Fernando Pessoa
1949 – De Moncorvo a Bragança – uma Aventura (1ª parte)
Moncorvo , 1951 |
Em Julho de 1949, fiz o exame de Admissão aos Liceus. O mais longe que eu tinha ido até então, fora Mogadouro. Bragança ficava lá no fim do mundo! Ir a Bragança era uma aventura. E foi. O meu pai fez a sua revisão ao carro: um citro-arrastadeira, preto, muito velho, talvez um dos depojos da 2ª Guerra Mundial, que ele comprara no ano anterior no Porto , quiçá em vigésima mão. À vista até estava bonito: muito lavadinho e brilhante.

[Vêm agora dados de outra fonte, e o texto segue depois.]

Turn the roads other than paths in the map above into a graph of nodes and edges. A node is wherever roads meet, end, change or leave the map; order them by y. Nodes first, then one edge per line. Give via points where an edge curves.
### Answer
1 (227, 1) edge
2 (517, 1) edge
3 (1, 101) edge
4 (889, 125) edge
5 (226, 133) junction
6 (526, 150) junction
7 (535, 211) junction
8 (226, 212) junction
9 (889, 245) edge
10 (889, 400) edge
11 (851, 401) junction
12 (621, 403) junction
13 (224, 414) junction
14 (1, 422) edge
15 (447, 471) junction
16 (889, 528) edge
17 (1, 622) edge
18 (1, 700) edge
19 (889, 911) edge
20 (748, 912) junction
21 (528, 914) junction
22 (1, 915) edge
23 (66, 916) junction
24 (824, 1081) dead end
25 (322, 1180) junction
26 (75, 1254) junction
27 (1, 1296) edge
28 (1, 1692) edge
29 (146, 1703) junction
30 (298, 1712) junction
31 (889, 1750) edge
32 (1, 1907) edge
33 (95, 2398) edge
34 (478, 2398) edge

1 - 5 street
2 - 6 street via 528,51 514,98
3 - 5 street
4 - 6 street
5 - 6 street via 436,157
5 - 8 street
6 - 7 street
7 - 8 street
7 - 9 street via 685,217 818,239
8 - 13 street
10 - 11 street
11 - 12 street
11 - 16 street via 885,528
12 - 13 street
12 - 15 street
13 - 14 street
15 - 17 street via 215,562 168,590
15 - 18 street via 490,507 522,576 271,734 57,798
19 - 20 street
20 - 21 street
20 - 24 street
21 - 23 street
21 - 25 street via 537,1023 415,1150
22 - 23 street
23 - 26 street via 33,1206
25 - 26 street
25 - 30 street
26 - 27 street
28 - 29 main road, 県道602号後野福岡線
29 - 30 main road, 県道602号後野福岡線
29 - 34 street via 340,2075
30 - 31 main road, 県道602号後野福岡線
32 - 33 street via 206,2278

Connosco foram também a vizinha, Menina Maria da Graça Camelo e as duas meninas africanas que ela tinha hospedadas em sua casa: a Frances e a Jovita. O Dr. Pinto levou também duas ou três miúdas ; o Sr. Peixe mais umas quantas, e lá fomos até Bragança. O carro do meu pai começou a engasgar-se e, aos solavancos, ora pára ora arranca, foi ficando para trás. Havíamos saído pelas 8h da manhã, para irmos almoçar a Bragança, evitando a caloraça que aquele Sábado de Julho ameaçava. Depois descansaríamos e no Domingo iríamos passear pela cidade. Era o combinado. Mas a velha arrastadeira não esteve pelos ajustes. Parou mesmo. Não sei precisar onde , mas lembro-me das sombras ralas das amendoeiras nas bermas, escassas , raquíticas, sofrendo sob o sol abrasador. O meu pai e as quatro fraca-chichas que nós éramos, empurrámos o carro para a sombra de uma árvore um pouco mais copada.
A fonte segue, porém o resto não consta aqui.